The Law Society of Upper Canada (LSUC) regulates, licenses and disciplines Ontario’s more than 50,000 lawyers and 8,000 paralegals, in order “to maintain and advance the cause of justice and the rule of law, [and] to facilitate access to justice for the people of Ontario.”

Nowhere in the LSUC’s mandate statement does it say the LSUC has the authority to regulate its members’ personal opinions. But a successful “long march through the institutions,” Italian communist Antonio Gramsci’s famous prescription for the path to cultural hegemony in capitalist societies, has apparently produced willing foot soldiers in the LSUC’s leadership echelons.

“Equal Justice vs Social Justice”

The LSUC has, hewing to the Marxist playbook adhered to by identity-politics campus militants, transmogrified their mission to promote actual “justice” into the promotion of “social justice,” a very different animal. Justice guarantees equality under the law and the right to a fair trial for individuals. Commitment to social justice confers a responsibility to protect the feelings of acknowledged victim groups, at whatever cost to the alleged offender and often producing the opposite of real justice. In its new incarnation of “thought crime” police, the LSUC has lost sight of its legitimate function and caused harm.

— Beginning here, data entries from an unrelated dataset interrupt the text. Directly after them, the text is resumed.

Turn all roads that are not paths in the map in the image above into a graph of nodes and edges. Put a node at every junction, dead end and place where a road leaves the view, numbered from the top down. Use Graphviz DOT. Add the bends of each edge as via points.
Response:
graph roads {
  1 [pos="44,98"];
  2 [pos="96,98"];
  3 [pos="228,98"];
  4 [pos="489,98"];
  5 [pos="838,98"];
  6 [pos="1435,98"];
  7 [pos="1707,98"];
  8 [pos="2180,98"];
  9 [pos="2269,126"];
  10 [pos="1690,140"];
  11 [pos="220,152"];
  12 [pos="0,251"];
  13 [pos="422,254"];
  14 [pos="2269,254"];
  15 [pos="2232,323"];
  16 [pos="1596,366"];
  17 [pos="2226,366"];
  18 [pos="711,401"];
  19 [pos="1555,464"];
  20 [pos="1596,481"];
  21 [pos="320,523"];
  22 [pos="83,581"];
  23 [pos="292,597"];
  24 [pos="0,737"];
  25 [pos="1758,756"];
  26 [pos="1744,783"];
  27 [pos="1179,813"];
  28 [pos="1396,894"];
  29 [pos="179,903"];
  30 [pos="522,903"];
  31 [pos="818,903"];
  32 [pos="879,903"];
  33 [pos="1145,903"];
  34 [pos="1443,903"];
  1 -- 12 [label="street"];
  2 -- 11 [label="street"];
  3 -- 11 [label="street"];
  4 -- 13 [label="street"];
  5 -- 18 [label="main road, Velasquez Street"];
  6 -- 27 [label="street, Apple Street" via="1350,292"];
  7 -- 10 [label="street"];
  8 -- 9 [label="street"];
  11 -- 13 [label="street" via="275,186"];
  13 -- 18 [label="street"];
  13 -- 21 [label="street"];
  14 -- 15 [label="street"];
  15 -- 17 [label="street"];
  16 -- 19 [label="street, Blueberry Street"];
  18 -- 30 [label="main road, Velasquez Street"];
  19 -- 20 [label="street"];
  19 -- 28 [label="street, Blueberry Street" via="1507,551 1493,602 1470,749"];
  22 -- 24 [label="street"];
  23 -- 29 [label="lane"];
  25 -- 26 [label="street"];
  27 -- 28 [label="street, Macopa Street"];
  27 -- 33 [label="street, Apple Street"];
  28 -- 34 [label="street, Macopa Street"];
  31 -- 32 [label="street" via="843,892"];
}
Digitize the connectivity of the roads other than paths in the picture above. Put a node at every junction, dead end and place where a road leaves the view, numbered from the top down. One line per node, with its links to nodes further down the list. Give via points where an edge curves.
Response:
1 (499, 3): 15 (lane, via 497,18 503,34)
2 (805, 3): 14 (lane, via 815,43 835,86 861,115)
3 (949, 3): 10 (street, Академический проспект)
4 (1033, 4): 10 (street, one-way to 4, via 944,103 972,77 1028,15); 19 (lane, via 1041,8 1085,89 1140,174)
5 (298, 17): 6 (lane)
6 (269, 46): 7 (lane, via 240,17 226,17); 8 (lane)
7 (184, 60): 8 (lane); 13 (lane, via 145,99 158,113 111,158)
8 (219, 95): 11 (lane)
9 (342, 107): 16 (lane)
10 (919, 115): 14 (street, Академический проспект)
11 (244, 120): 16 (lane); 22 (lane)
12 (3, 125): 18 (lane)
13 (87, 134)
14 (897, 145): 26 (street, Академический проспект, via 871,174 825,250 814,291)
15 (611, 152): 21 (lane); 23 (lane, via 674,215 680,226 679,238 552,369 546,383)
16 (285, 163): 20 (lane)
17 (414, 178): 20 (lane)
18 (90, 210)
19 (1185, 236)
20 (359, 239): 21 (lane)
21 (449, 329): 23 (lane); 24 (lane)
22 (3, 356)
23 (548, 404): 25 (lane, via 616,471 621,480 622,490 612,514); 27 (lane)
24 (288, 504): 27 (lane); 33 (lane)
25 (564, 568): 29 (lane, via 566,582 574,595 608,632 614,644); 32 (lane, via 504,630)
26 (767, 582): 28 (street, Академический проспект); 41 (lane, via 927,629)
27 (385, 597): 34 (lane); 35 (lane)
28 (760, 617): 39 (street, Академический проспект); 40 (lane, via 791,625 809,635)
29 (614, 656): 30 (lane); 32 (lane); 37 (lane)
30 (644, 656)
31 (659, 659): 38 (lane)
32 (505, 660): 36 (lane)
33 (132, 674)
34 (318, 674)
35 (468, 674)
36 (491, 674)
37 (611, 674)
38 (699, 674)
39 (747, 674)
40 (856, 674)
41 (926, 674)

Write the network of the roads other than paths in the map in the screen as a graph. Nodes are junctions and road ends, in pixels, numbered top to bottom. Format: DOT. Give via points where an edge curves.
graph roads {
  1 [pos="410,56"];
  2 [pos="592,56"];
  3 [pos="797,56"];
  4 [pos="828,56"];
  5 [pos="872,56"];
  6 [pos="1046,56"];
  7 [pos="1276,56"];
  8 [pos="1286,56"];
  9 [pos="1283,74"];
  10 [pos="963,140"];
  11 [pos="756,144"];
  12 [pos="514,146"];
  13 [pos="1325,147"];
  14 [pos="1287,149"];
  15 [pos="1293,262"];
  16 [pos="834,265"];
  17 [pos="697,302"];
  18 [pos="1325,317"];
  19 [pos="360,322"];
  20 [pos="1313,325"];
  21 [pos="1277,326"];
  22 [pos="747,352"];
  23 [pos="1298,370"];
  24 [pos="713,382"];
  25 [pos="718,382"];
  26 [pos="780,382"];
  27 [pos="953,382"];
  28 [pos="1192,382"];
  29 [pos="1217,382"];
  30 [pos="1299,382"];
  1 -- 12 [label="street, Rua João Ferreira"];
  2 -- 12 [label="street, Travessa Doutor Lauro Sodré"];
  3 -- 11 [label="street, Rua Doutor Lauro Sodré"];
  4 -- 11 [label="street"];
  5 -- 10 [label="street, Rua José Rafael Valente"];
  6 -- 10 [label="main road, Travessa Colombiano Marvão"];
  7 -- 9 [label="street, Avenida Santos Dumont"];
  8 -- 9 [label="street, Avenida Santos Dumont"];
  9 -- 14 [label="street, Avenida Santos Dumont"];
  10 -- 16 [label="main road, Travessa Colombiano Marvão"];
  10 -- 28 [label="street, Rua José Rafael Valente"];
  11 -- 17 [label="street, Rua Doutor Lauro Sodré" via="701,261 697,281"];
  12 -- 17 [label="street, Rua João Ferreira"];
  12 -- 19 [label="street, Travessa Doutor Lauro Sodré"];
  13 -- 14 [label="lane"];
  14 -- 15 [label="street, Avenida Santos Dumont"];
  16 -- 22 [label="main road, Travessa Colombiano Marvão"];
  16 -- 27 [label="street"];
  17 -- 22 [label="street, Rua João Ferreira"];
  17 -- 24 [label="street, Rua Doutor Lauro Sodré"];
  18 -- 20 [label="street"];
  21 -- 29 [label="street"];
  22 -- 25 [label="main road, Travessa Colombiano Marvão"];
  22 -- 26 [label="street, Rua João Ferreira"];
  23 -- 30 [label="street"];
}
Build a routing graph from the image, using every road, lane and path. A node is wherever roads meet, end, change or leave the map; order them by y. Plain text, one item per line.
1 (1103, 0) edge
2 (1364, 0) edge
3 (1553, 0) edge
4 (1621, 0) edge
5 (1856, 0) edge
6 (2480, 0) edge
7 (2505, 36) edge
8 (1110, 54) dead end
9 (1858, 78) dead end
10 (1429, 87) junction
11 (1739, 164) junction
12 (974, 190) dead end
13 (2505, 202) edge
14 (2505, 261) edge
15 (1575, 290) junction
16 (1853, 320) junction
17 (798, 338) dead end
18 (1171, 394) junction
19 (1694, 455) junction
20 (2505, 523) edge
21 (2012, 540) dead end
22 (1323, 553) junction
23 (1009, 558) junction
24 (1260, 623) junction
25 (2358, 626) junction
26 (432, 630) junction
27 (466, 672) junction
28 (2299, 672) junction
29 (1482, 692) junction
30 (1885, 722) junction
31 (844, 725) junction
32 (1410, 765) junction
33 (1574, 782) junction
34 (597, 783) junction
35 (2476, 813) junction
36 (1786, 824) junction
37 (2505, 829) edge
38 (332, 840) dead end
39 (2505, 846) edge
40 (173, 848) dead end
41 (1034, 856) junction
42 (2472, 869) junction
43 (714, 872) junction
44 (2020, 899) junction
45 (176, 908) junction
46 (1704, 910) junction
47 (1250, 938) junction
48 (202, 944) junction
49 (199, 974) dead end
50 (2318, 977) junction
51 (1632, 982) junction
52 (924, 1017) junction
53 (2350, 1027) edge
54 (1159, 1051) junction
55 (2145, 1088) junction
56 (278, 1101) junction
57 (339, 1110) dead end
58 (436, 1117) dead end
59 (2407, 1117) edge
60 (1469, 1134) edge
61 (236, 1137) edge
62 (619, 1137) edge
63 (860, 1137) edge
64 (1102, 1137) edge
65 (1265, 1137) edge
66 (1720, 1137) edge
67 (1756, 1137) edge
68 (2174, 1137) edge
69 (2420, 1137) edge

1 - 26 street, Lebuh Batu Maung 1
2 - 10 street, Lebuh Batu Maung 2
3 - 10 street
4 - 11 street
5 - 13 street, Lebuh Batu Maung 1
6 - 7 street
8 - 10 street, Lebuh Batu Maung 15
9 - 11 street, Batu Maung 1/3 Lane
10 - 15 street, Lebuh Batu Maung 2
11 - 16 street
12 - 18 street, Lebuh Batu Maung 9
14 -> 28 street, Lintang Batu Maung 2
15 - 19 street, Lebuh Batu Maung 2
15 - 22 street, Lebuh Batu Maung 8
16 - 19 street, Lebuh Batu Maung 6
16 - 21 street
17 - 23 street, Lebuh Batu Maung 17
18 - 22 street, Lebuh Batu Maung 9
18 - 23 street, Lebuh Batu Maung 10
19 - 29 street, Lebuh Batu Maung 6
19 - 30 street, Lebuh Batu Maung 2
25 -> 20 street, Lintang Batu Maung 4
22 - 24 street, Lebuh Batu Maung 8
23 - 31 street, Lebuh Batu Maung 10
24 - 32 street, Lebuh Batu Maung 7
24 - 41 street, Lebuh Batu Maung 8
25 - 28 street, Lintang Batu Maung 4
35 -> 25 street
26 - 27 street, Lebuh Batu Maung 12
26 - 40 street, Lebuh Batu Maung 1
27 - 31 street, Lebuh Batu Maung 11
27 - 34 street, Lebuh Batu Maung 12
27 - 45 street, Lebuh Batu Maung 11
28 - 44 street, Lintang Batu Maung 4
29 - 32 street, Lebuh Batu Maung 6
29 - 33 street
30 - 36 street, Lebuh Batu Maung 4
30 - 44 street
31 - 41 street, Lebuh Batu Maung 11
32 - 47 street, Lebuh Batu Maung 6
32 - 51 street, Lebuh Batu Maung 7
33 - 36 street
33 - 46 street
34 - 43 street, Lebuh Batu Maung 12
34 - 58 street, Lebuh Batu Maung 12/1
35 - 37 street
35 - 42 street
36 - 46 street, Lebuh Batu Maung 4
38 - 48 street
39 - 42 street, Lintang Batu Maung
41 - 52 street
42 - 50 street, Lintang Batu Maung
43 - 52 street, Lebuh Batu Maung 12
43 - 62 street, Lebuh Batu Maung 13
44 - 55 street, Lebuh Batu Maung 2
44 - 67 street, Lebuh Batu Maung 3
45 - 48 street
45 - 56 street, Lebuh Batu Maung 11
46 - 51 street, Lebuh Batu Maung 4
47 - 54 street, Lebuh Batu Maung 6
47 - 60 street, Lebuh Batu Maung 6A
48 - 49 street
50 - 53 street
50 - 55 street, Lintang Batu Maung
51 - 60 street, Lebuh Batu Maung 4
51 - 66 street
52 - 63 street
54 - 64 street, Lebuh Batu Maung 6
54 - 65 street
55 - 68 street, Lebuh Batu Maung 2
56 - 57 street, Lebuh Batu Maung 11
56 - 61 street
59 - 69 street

In 2016, I wrote about the case of Sudbury lawyer Peter Best, who suffered a Kafkaesque ordeal at the hands of the LSUC because, in 2014, he had had the temerity to publish a scholarly essay to his firm’s website arguing for “the abolition of the Indian reserve system and special race-based laws and entitlements for Canada’s Indians.”

Complainants labelled Best a “racist” for holding this and other evidence-based opinions which are deemed inadmissible in the public forum. The LSUC opened a dossier to “investigate” Best, an investigation that dragged on and on. The LSUC hung their procedural hat on the ominously vague rule that LSUC members have “a special responsibility to recognize the diversity of the Ontario community.” Eventually, Best’s name was cleared, as he had committed no actual crime, nor engaged in misconduct of any objective kind, and even the nitpicky Human Rights Tribunal of Ontario could find no fault in Best’s essay.

But, as is generally the case when vulnerable individuals defending their speech rights are up against powerful organizations willing to sacrifice established principles on the altar of identity politics, the process is the punishment. Best’s years-long nightmare doubtlessly serves as an active deterrent to other LSUC members holding reasonable and legal, but minority, opinions.

Compelled Speech 

Now the LSUC has gone further, crossing a bright line into the anti-democratic terrain of “compelled speech,” which has proved shocking to observers. In a recent op-ed in the National Post, Queen’s University Law professor Bruce Pardy denounced the LSUC for a new directive issued to its members, entitled “New obligations for 2017.” The advisory states all lawyers must submit a “statement of Principles” demonstrating “a personal valuing of equality, diversity, and inclusion with respect to the employment of others, or in professional dealings with other licensees or any other person.”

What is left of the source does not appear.